*** THE DATA ***

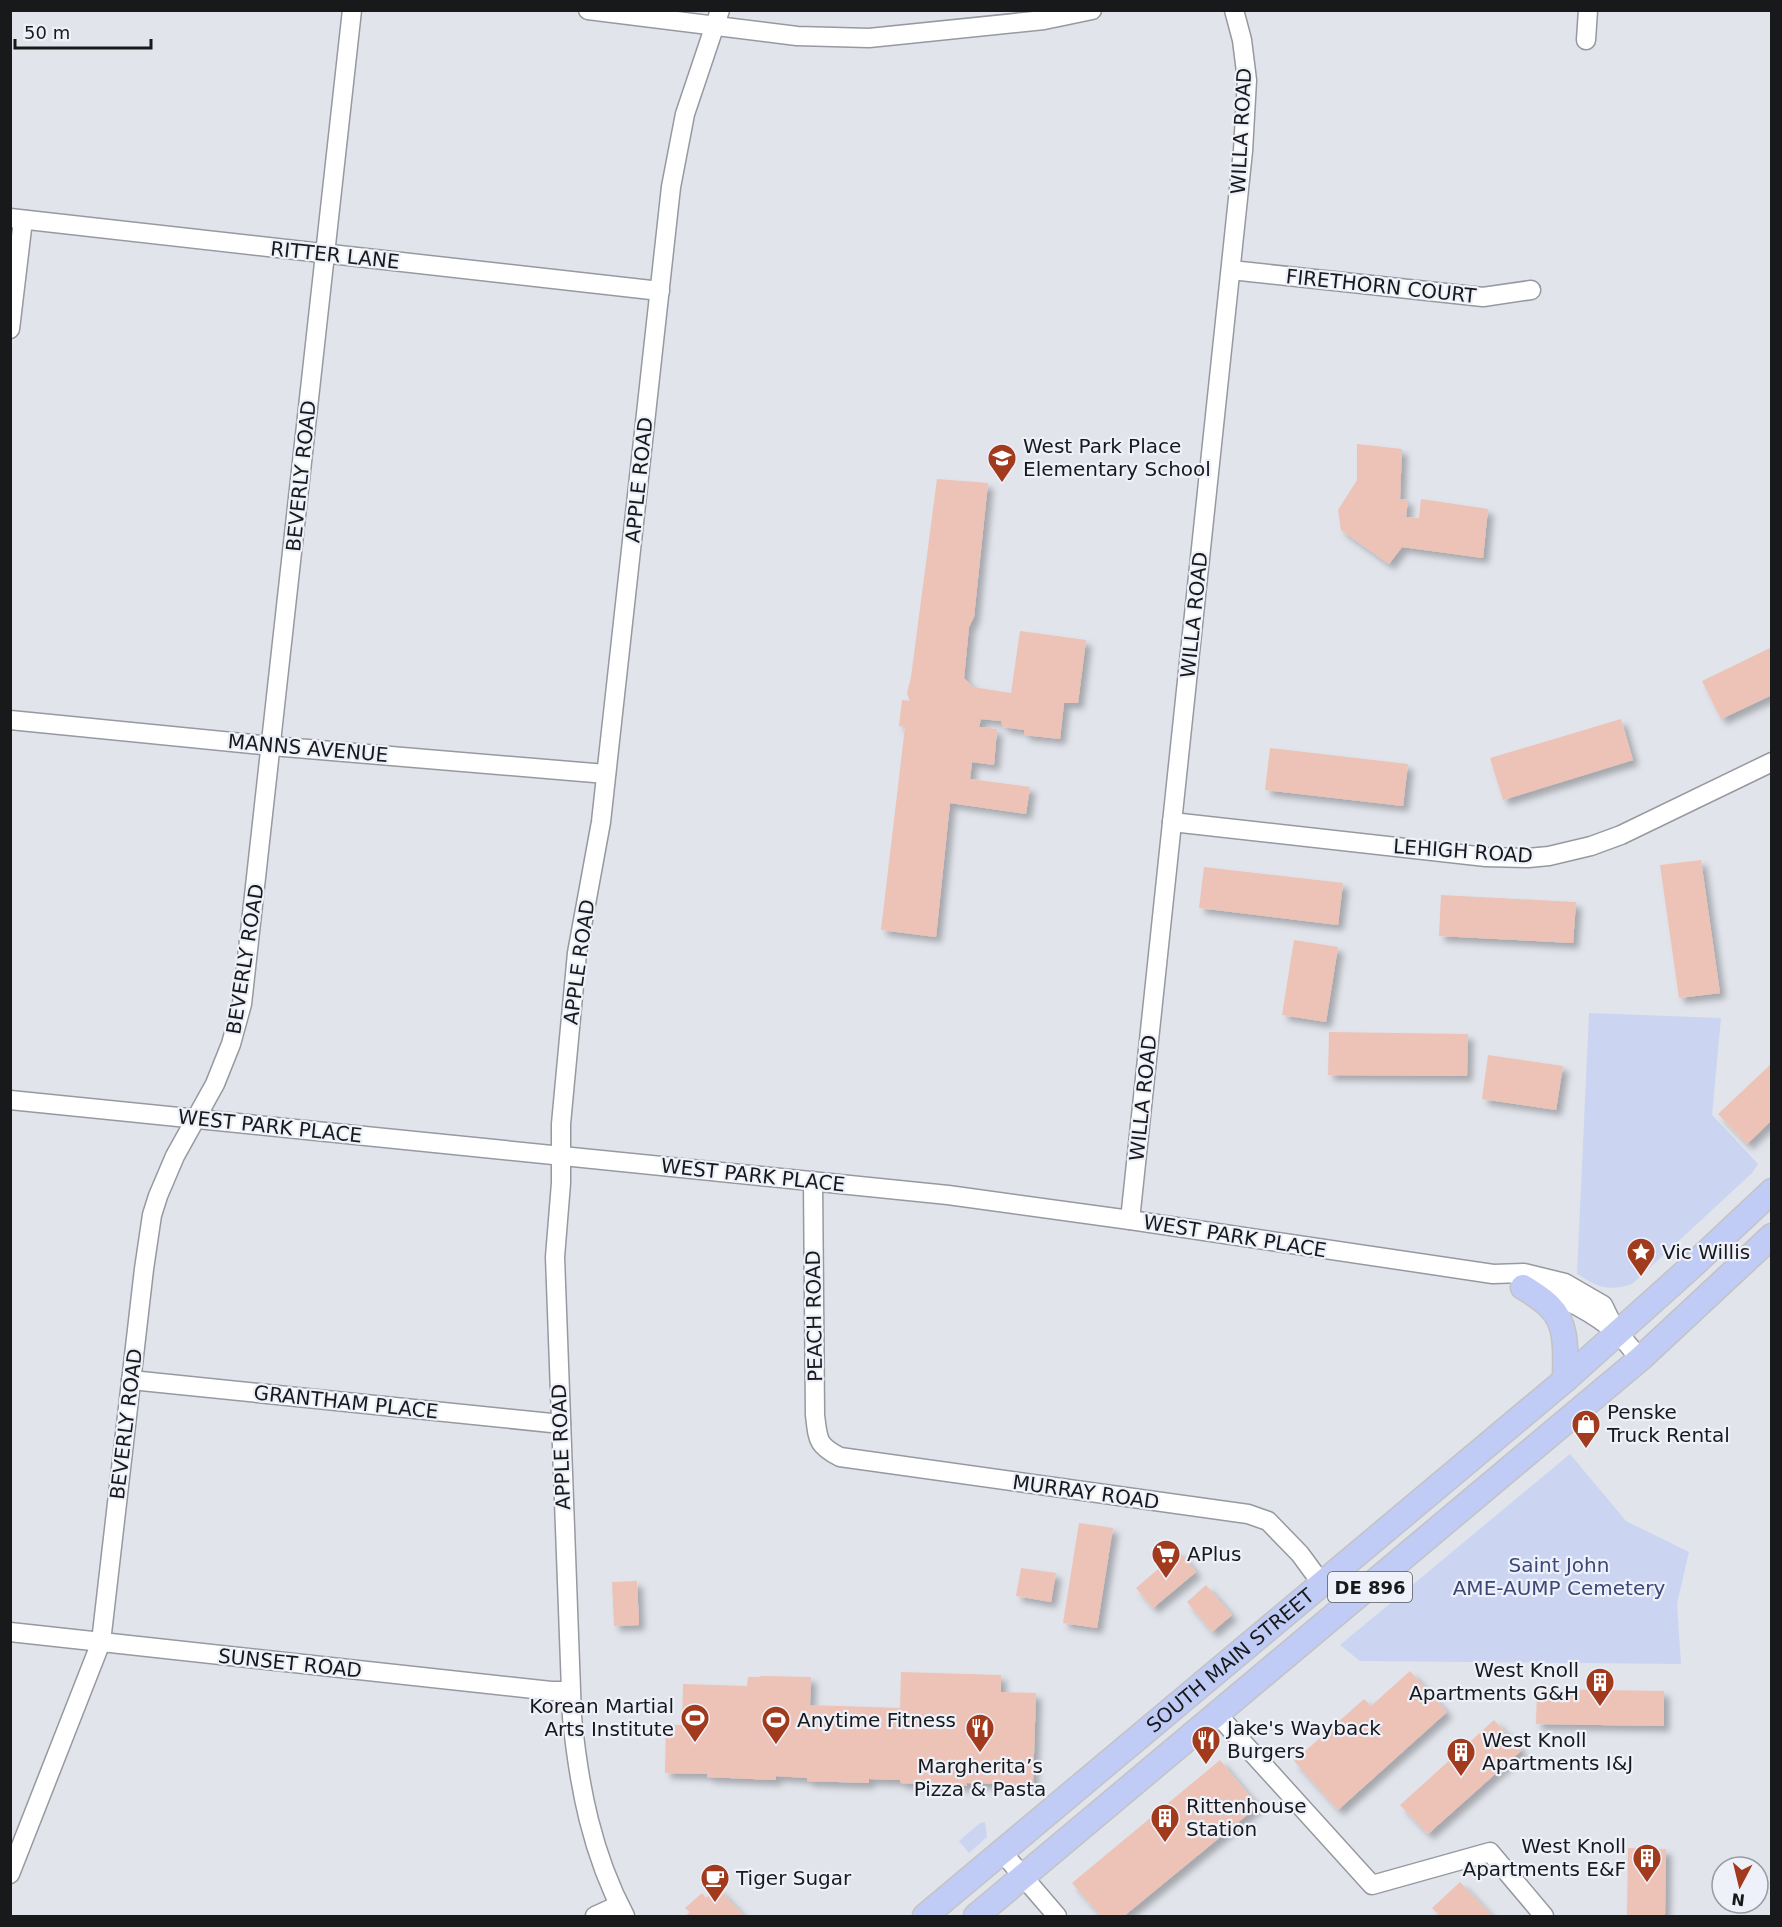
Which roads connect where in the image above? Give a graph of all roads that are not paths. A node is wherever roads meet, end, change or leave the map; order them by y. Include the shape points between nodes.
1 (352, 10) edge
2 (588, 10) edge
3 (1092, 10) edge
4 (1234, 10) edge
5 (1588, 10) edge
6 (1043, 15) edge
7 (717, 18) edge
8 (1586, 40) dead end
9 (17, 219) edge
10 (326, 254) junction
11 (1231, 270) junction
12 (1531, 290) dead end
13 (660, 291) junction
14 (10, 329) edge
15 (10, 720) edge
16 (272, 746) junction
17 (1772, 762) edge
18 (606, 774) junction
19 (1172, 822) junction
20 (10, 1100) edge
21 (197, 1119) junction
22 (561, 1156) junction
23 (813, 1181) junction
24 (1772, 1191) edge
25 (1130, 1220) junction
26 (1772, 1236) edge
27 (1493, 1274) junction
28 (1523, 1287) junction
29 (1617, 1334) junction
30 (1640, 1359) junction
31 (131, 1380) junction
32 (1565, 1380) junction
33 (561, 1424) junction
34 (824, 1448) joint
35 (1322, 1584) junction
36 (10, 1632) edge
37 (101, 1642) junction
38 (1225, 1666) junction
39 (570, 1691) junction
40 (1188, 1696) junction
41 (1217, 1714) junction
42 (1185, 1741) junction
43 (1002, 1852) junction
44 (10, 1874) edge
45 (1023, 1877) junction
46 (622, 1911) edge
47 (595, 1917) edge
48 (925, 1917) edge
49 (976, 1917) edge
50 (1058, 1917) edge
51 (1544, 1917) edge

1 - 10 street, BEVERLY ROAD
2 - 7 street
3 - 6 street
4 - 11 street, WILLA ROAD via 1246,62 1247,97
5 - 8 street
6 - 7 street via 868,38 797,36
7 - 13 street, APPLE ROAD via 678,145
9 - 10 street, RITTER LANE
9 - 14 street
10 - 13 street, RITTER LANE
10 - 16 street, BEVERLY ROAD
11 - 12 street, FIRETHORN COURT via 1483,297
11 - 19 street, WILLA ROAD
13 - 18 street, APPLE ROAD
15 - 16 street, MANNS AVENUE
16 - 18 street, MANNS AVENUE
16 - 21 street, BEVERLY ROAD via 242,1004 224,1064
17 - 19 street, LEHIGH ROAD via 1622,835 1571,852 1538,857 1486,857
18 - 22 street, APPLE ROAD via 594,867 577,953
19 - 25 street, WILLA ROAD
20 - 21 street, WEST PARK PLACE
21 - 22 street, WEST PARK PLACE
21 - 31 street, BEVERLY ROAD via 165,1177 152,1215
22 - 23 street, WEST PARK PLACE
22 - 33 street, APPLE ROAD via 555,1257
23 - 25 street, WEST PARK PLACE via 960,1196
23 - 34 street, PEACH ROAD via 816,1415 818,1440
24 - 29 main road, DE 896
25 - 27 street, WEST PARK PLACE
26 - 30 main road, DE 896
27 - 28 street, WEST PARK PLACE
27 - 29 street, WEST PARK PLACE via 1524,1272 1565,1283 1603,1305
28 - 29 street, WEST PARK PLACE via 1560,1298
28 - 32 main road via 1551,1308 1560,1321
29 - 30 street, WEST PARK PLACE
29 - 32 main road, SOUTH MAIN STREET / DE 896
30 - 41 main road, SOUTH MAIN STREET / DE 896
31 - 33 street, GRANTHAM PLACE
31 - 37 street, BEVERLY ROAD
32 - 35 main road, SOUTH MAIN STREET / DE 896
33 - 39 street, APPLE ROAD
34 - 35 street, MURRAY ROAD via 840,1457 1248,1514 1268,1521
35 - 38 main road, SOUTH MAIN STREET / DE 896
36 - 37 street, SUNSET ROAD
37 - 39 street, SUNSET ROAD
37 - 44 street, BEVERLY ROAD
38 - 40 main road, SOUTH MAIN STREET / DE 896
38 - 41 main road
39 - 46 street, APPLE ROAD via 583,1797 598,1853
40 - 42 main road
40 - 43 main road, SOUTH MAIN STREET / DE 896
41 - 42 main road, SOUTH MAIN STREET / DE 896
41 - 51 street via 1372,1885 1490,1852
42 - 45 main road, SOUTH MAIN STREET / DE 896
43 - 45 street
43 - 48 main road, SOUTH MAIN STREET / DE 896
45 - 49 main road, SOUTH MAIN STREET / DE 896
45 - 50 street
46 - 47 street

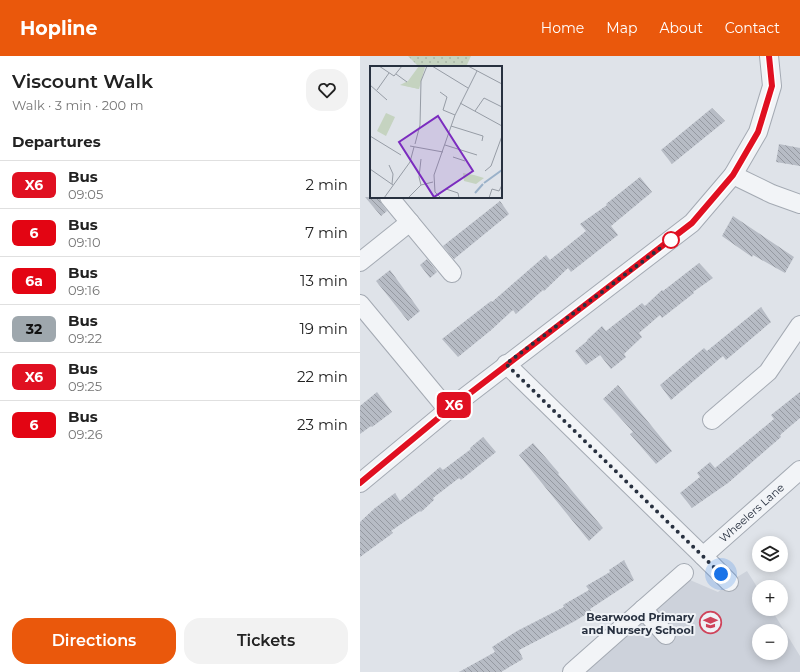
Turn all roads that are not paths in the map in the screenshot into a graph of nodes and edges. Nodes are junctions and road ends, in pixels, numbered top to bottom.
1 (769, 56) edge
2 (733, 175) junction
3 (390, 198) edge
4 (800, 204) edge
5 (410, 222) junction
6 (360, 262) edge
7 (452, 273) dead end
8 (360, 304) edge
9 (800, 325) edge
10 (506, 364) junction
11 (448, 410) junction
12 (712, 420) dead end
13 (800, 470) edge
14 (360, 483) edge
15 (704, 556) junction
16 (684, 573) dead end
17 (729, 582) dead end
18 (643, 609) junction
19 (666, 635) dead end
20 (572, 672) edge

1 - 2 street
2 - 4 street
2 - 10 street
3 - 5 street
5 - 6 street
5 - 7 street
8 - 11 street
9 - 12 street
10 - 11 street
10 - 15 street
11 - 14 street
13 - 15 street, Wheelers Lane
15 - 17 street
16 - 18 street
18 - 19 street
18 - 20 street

*** End of THE DATA ***

## [WORK TASK]
Find "Turn all roads" in the records above. Repeat its line and every later line exactly, through the last one.

## [RESPONSE TO THE EXERCISE]
Turn all roads that are not paths in the map in the screenshot into a graph of nodes and edges. Nodes are junctions and road ends, in pixels, numbered top to bottom.
1 (769, 56) edge
2 (733, 175) junction
3 (390, 198) edge
4 (800, 204) edge
5 (410, 222) junction
6 (360, 262) edge
7 (452, 273) dead end
8 (360, 304) edge
9 (800, 325) edge
10 (506, 364) junction
11 (448, 410) junction
12 (712, 420) dead end
13 (800, 470) edge
14 (360, 483) edge
15 (704, 556) junction
16 (684, 573) dead end
17 (729, 582) dead end
18 (643, 609) junction
19 (666, 635) dead end
20 (572, 672) edge

1 - 2 street
2 - 4 street
2 - 10 street
3 - 5 street
5 - 6 street
5 - 7 street
8 - 11 street
9 - 12 street
10 - 11 street
10 - 15 street
11 - 14 street
13 - 15 street, Wheelers Lane
15 - 17 street
16 - 18 street
18 - 19 street
18 - 20 street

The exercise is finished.